--- Task brief ---
Search the material below for the word "Griffith" and copy every line in which it occurs.

--- The data ---
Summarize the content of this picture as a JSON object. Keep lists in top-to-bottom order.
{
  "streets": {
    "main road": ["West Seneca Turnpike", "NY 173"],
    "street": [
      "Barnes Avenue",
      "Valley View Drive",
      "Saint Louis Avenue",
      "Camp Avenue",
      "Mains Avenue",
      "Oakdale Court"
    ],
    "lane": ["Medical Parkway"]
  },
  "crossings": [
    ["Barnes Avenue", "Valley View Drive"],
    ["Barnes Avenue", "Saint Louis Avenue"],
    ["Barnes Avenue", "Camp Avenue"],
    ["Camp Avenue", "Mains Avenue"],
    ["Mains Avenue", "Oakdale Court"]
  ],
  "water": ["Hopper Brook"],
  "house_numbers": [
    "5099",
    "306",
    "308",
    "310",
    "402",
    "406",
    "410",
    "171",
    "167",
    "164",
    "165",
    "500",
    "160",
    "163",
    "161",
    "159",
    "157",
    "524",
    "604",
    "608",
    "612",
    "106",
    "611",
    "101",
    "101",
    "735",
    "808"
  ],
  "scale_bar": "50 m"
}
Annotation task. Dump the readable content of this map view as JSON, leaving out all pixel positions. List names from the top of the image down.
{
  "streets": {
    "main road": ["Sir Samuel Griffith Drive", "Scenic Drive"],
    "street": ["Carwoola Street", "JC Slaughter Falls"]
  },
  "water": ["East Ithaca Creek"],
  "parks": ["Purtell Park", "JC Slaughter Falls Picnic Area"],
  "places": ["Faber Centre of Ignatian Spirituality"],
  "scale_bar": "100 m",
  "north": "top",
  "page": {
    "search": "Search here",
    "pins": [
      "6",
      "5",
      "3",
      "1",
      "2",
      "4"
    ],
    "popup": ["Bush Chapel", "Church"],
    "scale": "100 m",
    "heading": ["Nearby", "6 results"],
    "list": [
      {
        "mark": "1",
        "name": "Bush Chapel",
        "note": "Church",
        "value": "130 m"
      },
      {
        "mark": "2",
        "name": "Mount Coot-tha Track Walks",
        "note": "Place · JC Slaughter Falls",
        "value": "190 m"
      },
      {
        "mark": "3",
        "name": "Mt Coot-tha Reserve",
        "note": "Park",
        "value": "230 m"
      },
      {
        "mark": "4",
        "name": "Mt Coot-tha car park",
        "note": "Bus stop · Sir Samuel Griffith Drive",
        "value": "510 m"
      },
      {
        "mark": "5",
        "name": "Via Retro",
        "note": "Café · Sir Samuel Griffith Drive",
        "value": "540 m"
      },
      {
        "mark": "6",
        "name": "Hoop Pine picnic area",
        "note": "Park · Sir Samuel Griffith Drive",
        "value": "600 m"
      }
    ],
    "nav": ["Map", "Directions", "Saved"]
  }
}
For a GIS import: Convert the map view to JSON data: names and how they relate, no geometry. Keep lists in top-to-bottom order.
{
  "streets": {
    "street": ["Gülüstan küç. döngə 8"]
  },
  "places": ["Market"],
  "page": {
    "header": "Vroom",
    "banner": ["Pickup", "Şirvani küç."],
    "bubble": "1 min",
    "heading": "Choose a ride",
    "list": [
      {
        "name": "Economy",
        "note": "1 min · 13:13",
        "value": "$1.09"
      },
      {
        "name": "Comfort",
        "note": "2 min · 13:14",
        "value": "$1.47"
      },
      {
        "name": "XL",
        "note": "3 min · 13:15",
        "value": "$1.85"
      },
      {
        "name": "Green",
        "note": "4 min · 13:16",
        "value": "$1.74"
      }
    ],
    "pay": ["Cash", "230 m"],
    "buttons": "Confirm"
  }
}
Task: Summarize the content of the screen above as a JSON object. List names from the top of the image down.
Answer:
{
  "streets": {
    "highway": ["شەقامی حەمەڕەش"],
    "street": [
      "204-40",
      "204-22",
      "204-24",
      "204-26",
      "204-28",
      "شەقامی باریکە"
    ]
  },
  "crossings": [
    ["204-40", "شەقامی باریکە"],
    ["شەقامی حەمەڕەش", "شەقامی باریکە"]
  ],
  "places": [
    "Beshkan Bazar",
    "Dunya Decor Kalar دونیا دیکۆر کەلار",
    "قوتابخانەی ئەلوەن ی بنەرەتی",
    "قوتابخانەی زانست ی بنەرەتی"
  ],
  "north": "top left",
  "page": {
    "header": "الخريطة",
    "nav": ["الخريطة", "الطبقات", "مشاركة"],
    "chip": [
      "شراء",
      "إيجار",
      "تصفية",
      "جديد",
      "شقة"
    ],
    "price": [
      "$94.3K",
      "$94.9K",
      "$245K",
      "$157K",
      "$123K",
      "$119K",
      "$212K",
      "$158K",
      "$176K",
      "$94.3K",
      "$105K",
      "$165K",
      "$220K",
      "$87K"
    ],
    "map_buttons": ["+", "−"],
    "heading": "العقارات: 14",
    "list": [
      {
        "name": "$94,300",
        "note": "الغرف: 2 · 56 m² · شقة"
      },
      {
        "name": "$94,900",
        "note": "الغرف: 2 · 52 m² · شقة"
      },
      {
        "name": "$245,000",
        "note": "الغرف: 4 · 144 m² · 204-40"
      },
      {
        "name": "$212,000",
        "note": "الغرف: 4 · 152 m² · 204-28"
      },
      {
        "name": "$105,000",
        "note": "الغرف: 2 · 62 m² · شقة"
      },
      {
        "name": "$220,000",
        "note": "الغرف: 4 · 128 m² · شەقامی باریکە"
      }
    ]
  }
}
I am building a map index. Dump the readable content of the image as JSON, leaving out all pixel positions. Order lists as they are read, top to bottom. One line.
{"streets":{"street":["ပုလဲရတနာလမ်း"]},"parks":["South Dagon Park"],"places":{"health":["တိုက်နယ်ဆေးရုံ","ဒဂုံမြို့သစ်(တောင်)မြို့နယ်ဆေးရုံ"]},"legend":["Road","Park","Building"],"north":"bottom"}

--- Output for this task ---
    "main road": ["Sir Samuel Griffith Drive", "Scenic Drive"],
        "note": "Bus stop · Sir Samuel Griffith Drive",
        "note": "Café · Sir Samuel Griffith Drive",
        "note": "Park · Sir Samuel Griffith Drive",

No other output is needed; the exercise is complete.